The Leander Sale Agreement also provides the Seller the right to invest a
portion, up to $600,000, of the Property to the purchaser, which may be
exercised by Seller prior to the date that Approvals are received. Should Seller
elect to exercise such participation right, then Seller and purchaser will enter
into a definitive agreement, in a form and substance acceptable to both parties,
whereby Seller shall receive an amount equal to such contributed property
multiplied by 115% (the "Contribution Value"). Such participation or investment
will provide that all distributions of Cash Flow from the development on the
Property will first be paid to Seller pari passu with all other distributions of
return of capital paid to the members of purchaser until such time that Seller
has received an amount equal to the Contribution Value prior to any other
distributions of profits. Following the distribution of the Contribution Value
to Seller, Seller will not be entitled to any further distributions. Cash flow
is defined be mean gross cash receipts from the ownership, operation, financing,
development, sale of all (or a portion of) the Property less all expenses with
respect to the purchaser's development costs, transaction costs incurred, other
than any expenses paid to affiliates or related parties or foreign persons, any
financing or sale of its assets and properties and customary expenses of the
development and any income derived from leasing the Property.

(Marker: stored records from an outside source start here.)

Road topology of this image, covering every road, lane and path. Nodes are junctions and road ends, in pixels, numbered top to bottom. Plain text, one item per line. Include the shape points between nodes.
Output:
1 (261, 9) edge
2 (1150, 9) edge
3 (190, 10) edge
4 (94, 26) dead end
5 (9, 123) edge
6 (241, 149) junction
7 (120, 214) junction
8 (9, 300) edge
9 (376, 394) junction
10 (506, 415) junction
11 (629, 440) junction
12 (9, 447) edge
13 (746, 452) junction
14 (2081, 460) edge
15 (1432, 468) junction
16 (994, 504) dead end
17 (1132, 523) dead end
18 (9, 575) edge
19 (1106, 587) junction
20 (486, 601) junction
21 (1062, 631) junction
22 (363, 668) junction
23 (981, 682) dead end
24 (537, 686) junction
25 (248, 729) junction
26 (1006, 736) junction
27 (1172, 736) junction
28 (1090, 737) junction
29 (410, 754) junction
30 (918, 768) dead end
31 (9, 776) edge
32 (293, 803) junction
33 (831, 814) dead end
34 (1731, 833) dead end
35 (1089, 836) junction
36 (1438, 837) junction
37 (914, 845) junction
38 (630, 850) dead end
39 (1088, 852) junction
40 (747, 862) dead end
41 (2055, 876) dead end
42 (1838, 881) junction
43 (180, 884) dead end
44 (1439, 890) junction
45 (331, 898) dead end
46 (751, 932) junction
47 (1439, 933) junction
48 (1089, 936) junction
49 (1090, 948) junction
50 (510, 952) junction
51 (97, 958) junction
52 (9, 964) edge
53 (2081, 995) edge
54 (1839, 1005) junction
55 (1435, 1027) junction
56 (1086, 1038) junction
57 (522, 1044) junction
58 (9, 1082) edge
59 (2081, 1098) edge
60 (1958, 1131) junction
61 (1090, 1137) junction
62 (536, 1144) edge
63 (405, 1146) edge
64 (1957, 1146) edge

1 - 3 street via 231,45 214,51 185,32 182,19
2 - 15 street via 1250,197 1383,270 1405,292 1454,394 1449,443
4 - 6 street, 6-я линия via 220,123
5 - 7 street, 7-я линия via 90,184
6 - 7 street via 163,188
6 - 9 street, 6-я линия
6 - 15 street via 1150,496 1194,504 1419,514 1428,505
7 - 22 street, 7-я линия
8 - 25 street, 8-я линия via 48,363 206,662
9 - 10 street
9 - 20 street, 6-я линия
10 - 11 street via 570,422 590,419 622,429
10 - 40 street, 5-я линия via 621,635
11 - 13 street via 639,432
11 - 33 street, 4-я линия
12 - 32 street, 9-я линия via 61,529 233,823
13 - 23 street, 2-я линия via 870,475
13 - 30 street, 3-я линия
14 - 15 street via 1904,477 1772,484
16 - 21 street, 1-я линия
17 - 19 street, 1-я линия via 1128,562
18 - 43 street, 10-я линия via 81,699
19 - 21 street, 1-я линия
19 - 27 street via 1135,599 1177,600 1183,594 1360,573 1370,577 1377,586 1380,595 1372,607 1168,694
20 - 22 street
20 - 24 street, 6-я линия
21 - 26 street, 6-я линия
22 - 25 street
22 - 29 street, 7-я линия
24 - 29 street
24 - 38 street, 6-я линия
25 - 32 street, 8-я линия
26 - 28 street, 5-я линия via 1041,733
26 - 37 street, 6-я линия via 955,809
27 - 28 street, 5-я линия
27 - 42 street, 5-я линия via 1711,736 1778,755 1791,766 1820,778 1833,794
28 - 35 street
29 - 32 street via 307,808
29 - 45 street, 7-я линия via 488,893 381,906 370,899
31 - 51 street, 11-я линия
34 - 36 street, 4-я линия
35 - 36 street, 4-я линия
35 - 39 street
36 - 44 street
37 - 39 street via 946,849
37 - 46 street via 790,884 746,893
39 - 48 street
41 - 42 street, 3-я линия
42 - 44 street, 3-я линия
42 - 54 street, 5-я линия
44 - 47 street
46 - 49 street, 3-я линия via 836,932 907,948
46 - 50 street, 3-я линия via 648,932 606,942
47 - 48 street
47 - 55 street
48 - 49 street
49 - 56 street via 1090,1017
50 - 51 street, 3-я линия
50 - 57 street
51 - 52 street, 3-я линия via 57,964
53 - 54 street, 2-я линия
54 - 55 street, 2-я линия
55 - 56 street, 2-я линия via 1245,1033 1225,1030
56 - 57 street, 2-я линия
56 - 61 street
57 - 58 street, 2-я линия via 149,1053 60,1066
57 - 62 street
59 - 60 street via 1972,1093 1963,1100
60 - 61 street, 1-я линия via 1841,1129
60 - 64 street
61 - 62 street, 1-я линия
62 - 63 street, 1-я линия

The foregoing description of the Leander Sale Agreement is not complete and is
qualified in its entirety by reference to the full text of such agreement, which
is filed as Exhibit 10.3 to this Current Report on Form 8-K and is incorporated
herein by reference.
Forward Looking Statements
This communication contains forward-looking statements (including within the
meaning of Section 21E of the Securities Exchange Act of 1934, as amended, and
Section 27A of the Securities Act of 1933, as amended) concerning the Company.

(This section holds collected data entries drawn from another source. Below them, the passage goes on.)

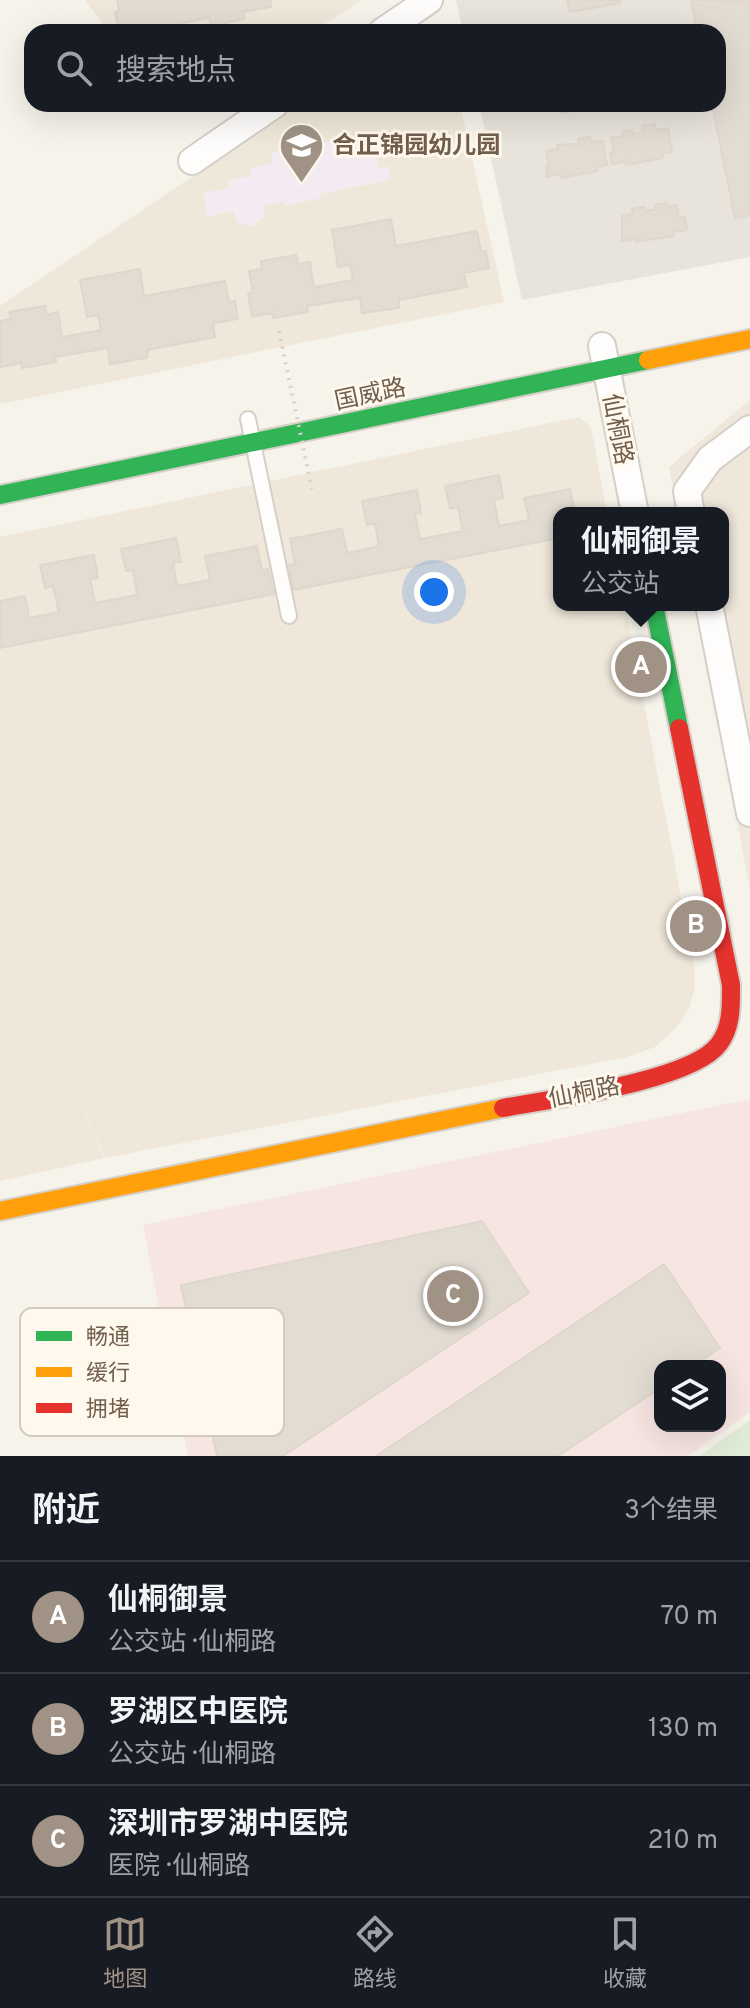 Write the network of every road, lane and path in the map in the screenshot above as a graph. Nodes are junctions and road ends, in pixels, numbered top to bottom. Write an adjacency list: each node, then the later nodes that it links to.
1 (429, 0): 2 (street)
2 (394, 24)
3 (263, 112): 4 (street)
4 (192, 161)
5 (279, 331): 11 (path, bridge)
6 (750, 339): 7 (street, 国威路)
7 (602, 352): 10 (street, 国威路); 13 (street, 仙桐路)
8 (248, 419): 10 (lane)
9 (750, 429): 14 (street)
10 (253, 443): 12 (street, 国威路); 17 (lane)
11 (312, 489)
12 (0, 495)
13 (634, 507)
14 (690, 507)
15 (655, 611): 19 (street, 仙桐路)
16 (710, 611): 18 (street)
17 (289, 616)
18 (750, 813)
19 (0, 1211)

These statements may discuss goals, intentions and expectations as to future
plans, trends, events, results of operations or financial condition, or
otherwise, based on current beliefs of the management of the Company, as well as
assumptions made by, and information currently available to, management.
Forward-looking statements generally include statements that are predictive in
nature and depend upon or refer to future events or conditions, and include
words such as "may," "will," "should," "would," "expect," "anticipate," "plan,"
"likely," "believe," "estimate," "project," "intend," and other similar
expressions. Statements that are not historical facts are forward-looking
statements. Forward-looking statements are based on current beliefs and
assumptions that are subject to risks and uncertainties and are not guarantees
of future performance. Actual results could differ materially from those
contained in any forward-looking statement as a result of various factors,
including, without limitation: the risks regarding the Company and its business,
generally; risks related to the Company's ability to correctly estimate and
manage its operating expenses and develop its innovate non-acute care businesses
and the acceptance of its proposed products and services, including with respect
to future financial and operating results; the ability of the Company to protect
its intellectual property rights; competitive responses to the Company's
businesses including its innovative non-acute care business; unexpected costs,
charges or expenses; regulatory requirements or developments; changes in capital
resource requirements; and legislative, regulatory, political and economic
developments. The foregoing review of important factors that could cause actual
events to differ from expectations should not be construed as exhaustive and
should be read in conjunction with statements that are included herein and
elsewhere, including the risk factors included in the Company's most recent
Annual Report on Form 10-K, Quarterly Reports on Form 10-Q and Current Reports
on Form 8-K filed with the SEC and the registration statement regarding the
Company's previously announced merger, that was filed and declared effective.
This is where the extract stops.